It seems that the network was not consistenly wired.
Port DOWN means that the port was not wired (or bad cable). Moreover, on some 
nodes port 1 is connected on other port 2.
My concern is that they are not connected to the same subnet. If you have at 
least one port on each node connected to the same subnet,
you should be able to get it running with " --mca btl_openib_max_btls 1" flag. 
If it does not work for you, it means that you
have serious issue with you network and you have to review configuration of 
your switches and wiring of your machines.

Best,

Pavel (Pasha) Shamis
---
Computer Science Research Group
Computer Science and Math Division
Oak Ridge National Laboratory






On Jul 22, 2014, at 11:46 PM, Syed Ahsan Ali 
<ahsansha...@gmail.com<mailto:ahsansha...@gmail.com>> wrote:

Dear Pasha

The ibstatus is not of two different machines it is of the same machine. There 
are two infiband ports showing up on all nodes. I checked on all the nodes that 
one of the port in always in INIT status and other one active. Now please see 
below the ibstatus of the problem causing node (compute-01-01). Its one port is 
down. May be this is the reason for error?. Is it a physical port?

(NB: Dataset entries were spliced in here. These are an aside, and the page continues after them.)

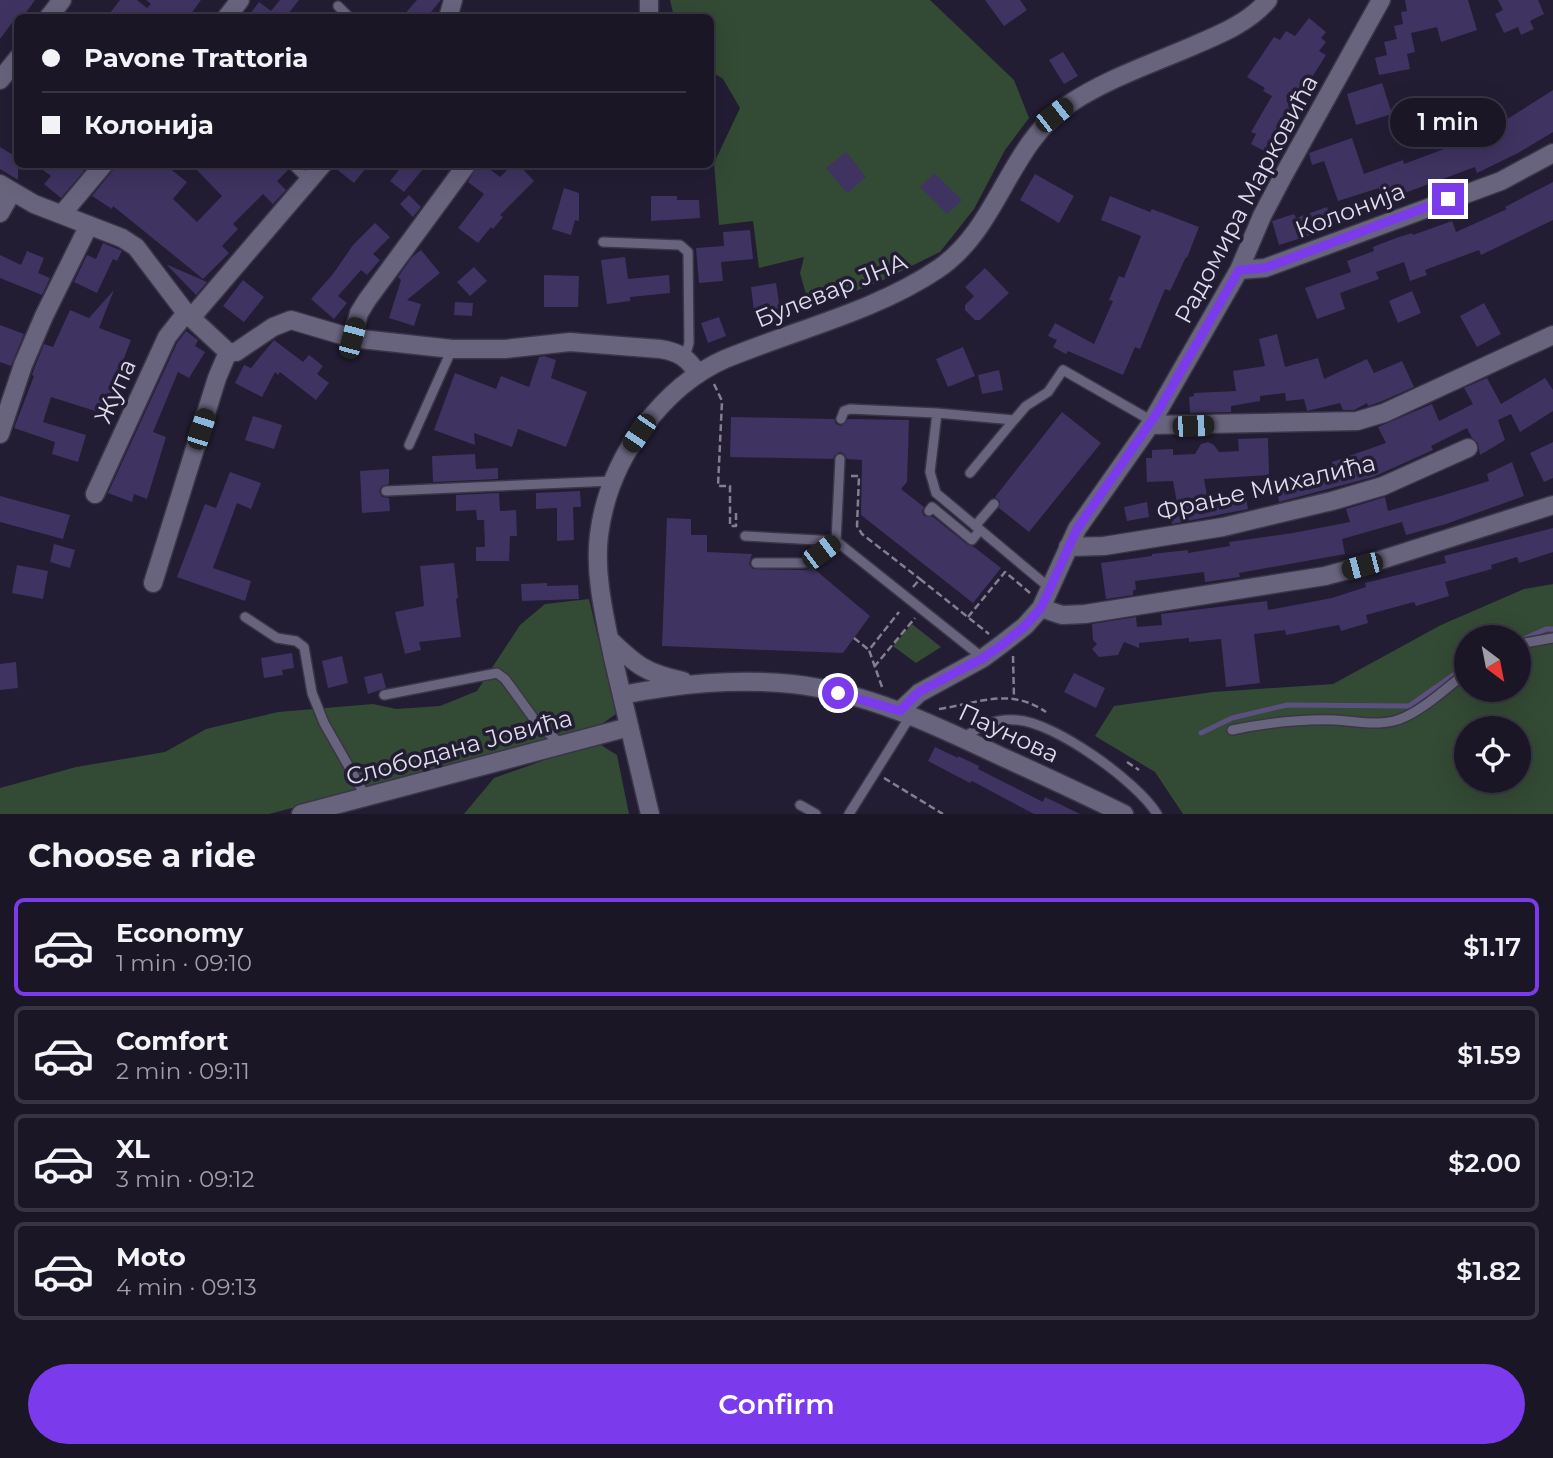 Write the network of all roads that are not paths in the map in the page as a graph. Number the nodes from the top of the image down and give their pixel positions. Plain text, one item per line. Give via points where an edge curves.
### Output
1 (62, 0) edge
2 (240, 0) edge
3 (1268, 0) edge
4 (1381, 0) edge
5 (338, 6) dead end
6 (51, 14) edge
7 (229, 14) edge
8 (346, 14) edge
9 (14, 63) edge
10 (0, 80) edge
11 (1553, 153) edge
12 (101, 168) edge
13 (296, 168) edge
14 (320, 168) edge
15 (464, 168) edge
16 (309, 181) junction
17 (6, 188) edge
18 (0, 213) edge
19 (62, 215) junction
20 (89, 225) junction
21 (603, 242) dead end
22 (1239, 270) junction
23 (188, 316) junction
24 (1553, 335) edge
25 (352, 338) junction
26 (452, 349) junction
27 (228, 352) junction
28 (685, 357) junction
29 (706, 378) junction
30 (937, 413) junction
31 (841, 419) dead end
32 (1014, 420) junction
33 (1151, 423) junction
34 (0, 433) edge
35 (409, 444) dead end
36 (1468, 448) dead end
37 (840, 459) dead end
38 (970, 473) dead end
39 (612, 481) junction
40 (386, 491) dead end
41 (95, 494) dead end
42 (994, 504) dead end
43 (1553, 506) edge
44 (929, 511) dead end
45 (978, 528) junction
46 (745, 536) dead end
47 (836, 541) junction
48 (1068, 547) junction
49 (757, 563) dead end
50 (153, 583) dead end
51 (1045, 600) junction
52 (245, 617) dead end
53 (1553, 638) edge
54 (609, 639) junction
55 (1531, 642) edge
56 (983, 658) junction
57 (693, 683) junction
58 (1454, 683) edge
59 (384, 695) dead end
60 (622, 695) junction
61 (905, 713) junction
62 (629, 727) junction
63 (1232, 730) dead end
64 (963, 738) junction
65 (563, 745) junction
66 (366, 797) junction
67 (800, 805) dead end
68 (309, 813) edge
69 (650, 814) edge
70 (816, 814) edge
71 (849, 814) edge
72 (1124, 814) edge
73 (1157, 814) edge

1 - 6 street
2 - 7 street
3 - 29 street, Булевар ЈНА via 1238,25 1104,85 1054,115 1029,143 969,242 924,278 875,302 724,360
4 - 22 street, Радомира Марковића via 1287,168
5 - 8 lane
9 - 10 street
11 - 22 street, Колонија via 1502,181 1265,268
12 - 19 street
13 - 16 lane
14 - 16 street, Жупа
15 - 25 street via 359,313
16 - 23 street, Жупа
17 - 18 street
17 - 19 street
19 - 20 street
20 - 23 street via 140,251
20 - 34 street via 23,365
21 - 28 lane via 680,244 688,252 689,343
22 - 33 street, Радомира Марковића
23 - 27 street
23 - 41 street, Жупа via 177,323 163,347
24 - 33 street via 1357,421
25 - 26 street
25 - 27 street via 290,320 240,350
26 - 28 street via 570,342 660,349
26 - 35 lane
27 - 50 street
28 - 29 street
29 - 39 street, Булевар ЈНА via 672,392 627,451
30 - 31 lane via 850,409
30 - 32 lane
30 - 45 lane via 930,472 933,488
32 - 33 lane via 1048,392 1060,368
32 - 38 lane
33 - 48 street, Радомира Марковића
36 - 48 street, Фрање Михалића via 1383,486 1332,501 1223,527 1104,546
37 - 47 lane
39 - 40 lane
39 - 54 street, Булевар ЈНА via 598,538
42 - 45 lane
43 - 51 street via 1325,576 1085,614 1062,615
44 - 45 lane via 932,507 972,540
45 - 51 lane
46 - 47 lane
47 - 49 lane via 805,563
47 - 56 lane
48 - 51 street, Радомира Марковића
51 - 56 street, Радомира Марковића
52 - 66 lane via 277,638 304,647 312,694
53 - 55 lane
54 - 57 street via 646,671
54 - 60 street, Булевар ЈНА
56 - 61 street, Радомира Марковића via 919,692
57 - 60 street, Паунова
57 - 61 street, Паунова via 793,684
58 - 63 lane via 1427,704 1385,723 1271,722
59 - 65 lane via 497,673 537,723
60 - 62 street, Булевар ЈНА
61 - 64 street, Паунова
61 - 71 lane
62 - 65 street, Слободана Јовића
62 - 69 street, Булевар ЈНА
64 - 72 street, Паунова
64 - 73 lane via 980,725 999,720 1039,726 1087,751 1126,780
65 - 66 street, Слободана Јовића
66 - 68 street, Слободана Јовића
67 - 70 lane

[root@compute-01-01 ~]# ibstatus
Infiniband device 'mlx4_0' port 1 status:
        default gid:     fe80:0000:0000:0000:0018:8b90:97fe:94fe
        base lid:        0x0
        sm lid:          0x0
        state:           1: DOWN
        phys state:      4: PortConfigurationTraining
        rate:            10 Gb/sec (4X)
Infiniband device 'mlx4_0' port 2 status:
        default gid:     fe80:0000:0000:0000:0018:8b90:97fe:94ff
        base lid:        0x29
        sm lid:          0x15
        state:           4: ACTIVE
        phys state:      5: LinkUp
        rate:            20 Gb/sec (4X DDR)
On Tue, Jul 22, 2014 at 6:50 PM, Shamis, Pavel 
<sham...@ornl.gov<mailto:sham...@ornl.gov>> wrote:
Hmm, this does not make sense.
Your copy-n-paste shows that both machines (00 and 01) have the same guid/lid 
(sort of equivalent of mac address in ethernet world).
As you can guess these two can not be identical for two different machines 
(unless you moved the card around).

Best,
Pasha

On Jul 21, 2014, at 11:26 PM, Syed Ahsan Ali 
<ahsansha...@gmail.com<mailto:ahsansha...@gmail.com><mailto:ahsansha...@gmail.com<mailto:ahsansha...@gmail.com>>>
 wrote:

Yes I had checked running mpirun on all nodes one by one to see the problematic 
one. I had already mentioned that compute-01-01 is causing problem, when I 
remove it from the hostlist mpirun works fine. Here is ibstatus of 
compute-01-01.

Infiniband device 'mlx4_0' port 1 status:
        default gid:     fe80:0000:0000:0000:0024:e890:97ff:1c61
        base lid:        0x5
        sm lid:          0x1
        state:           4: ACTIVE
        phys state:      5: LinkUp
        rate:            20 Gb/sec (4X DDR)
Infiniband device 'mlx4_0' port 2 status:
        default gid:     fe80:0000:0000:0000:0024:e890:97ff:1c62
        base lid:        0x0
        sm lid:          0x0
        state:           2: INIT
        phys state:      5: LinkUp
        rate:            20 Gb/sec (4X DDR)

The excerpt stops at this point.